===== STORED DATA =====

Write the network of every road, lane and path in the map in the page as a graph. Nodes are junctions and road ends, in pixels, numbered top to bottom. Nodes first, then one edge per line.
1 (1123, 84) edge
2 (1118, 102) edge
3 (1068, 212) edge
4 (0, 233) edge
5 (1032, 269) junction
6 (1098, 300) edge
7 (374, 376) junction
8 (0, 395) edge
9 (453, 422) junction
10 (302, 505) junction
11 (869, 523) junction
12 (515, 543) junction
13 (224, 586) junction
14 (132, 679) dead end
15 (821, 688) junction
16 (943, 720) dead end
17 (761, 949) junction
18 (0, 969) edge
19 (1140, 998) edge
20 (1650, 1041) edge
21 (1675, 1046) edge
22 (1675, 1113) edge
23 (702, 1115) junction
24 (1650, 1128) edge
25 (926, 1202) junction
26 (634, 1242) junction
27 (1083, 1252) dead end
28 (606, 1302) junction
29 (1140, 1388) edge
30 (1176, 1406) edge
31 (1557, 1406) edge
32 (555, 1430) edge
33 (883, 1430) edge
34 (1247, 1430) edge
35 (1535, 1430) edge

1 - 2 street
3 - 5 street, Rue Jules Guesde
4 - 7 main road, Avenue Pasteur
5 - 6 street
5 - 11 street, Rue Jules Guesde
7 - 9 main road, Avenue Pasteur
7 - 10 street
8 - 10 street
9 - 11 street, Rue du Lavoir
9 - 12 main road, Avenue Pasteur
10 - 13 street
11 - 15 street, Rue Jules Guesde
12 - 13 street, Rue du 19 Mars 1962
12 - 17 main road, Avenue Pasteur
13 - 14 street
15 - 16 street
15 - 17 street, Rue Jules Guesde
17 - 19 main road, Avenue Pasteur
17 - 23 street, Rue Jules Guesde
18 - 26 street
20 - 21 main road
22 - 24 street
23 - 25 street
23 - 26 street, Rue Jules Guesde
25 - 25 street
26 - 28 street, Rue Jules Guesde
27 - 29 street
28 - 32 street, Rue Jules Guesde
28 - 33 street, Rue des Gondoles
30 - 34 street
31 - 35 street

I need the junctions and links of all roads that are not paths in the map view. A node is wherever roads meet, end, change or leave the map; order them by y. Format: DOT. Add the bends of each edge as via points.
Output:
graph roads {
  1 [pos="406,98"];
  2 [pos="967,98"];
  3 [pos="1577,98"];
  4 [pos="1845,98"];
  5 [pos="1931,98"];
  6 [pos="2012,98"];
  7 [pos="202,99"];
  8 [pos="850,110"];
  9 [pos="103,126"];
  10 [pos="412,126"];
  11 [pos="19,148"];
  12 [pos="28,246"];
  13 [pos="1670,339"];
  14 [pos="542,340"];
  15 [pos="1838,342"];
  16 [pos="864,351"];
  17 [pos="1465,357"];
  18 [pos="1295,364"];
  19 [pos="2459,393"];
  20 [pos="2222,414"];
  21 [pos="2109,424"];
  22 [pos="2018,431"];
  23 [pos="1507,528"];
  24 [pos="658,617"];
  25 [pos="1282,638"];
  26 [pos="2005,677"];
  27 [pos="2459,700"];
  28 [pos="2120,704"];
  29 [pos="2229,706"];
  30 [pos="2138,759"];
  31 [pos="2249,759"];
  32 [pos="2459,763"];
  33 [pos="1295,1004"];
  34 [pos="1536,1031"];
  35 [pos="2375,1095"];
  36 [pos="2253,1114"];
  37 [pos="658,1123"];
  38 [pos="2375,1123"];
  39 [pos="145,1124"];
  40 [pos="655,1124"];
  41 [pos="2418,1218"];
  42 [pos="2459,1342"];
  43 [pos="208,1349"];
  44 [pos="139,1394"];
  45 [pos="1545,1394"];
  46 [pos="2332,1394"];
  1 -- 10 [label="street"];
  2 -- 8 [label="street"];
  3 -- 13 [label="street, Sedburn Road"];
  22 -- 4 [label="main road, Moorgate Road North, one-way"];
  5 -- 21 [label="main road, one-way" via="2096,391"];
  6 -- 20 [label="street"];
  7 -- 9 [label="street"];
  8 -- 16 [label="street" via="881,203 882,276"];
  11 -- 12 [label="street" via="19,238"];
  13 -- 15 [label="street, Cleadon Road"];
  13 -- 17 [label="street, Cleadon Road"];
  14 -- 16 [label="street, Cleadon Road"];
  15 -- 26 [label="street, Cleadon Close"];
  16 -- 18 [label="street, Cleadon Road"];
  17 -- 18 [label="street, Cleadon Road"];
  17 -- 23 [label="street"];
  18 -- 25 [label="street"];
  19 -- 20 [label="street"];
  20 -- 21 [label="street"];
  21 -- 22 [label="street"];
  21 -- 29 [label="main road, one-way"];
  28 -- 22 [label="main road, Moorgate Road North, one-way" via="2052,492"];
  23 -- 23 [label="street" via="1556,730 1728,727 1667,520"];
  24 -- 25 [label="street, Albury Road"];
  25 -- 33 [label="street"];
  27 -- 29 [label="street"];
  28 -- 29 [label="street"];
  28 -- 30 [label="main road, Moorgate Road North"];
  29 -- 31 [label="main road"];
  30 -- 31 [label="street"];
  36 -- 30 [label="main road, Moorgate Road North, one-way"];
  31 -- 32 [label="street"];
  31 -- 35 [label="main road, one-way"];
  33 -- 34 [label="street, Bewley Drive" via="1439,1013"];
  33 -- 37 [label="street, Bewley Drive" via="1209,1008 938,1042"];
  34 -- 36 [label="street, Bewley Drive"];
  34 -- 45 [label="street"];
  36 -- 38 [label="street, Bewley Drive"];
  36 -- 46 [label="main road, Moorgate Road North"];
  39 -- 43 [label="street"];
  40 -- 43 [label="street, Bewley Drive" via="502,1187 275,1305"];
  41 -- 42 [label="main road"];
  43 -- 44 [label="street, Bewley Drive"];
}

=====

> [EXERCISE DIRECTIONS]: Copy out every line in the records where the word "Drive" is found.

> [RESULT OF THE TASK]:
  33 -- 34 [label="street, Bewley Drive" via="1439,1013"];
  33 -- 37 [label="street, Bewley Drive" via="1209,1008 938,1042"];
  34 -- 36 [label="street, Bewley Drive"];
  36 -- 38 [label="street, Bewley Drive"];
  40 -- 43 [label="street, Bewley Drive" via="502,1187 275,1305"];
  43 -- 44 [label="street, Bewley Drive"];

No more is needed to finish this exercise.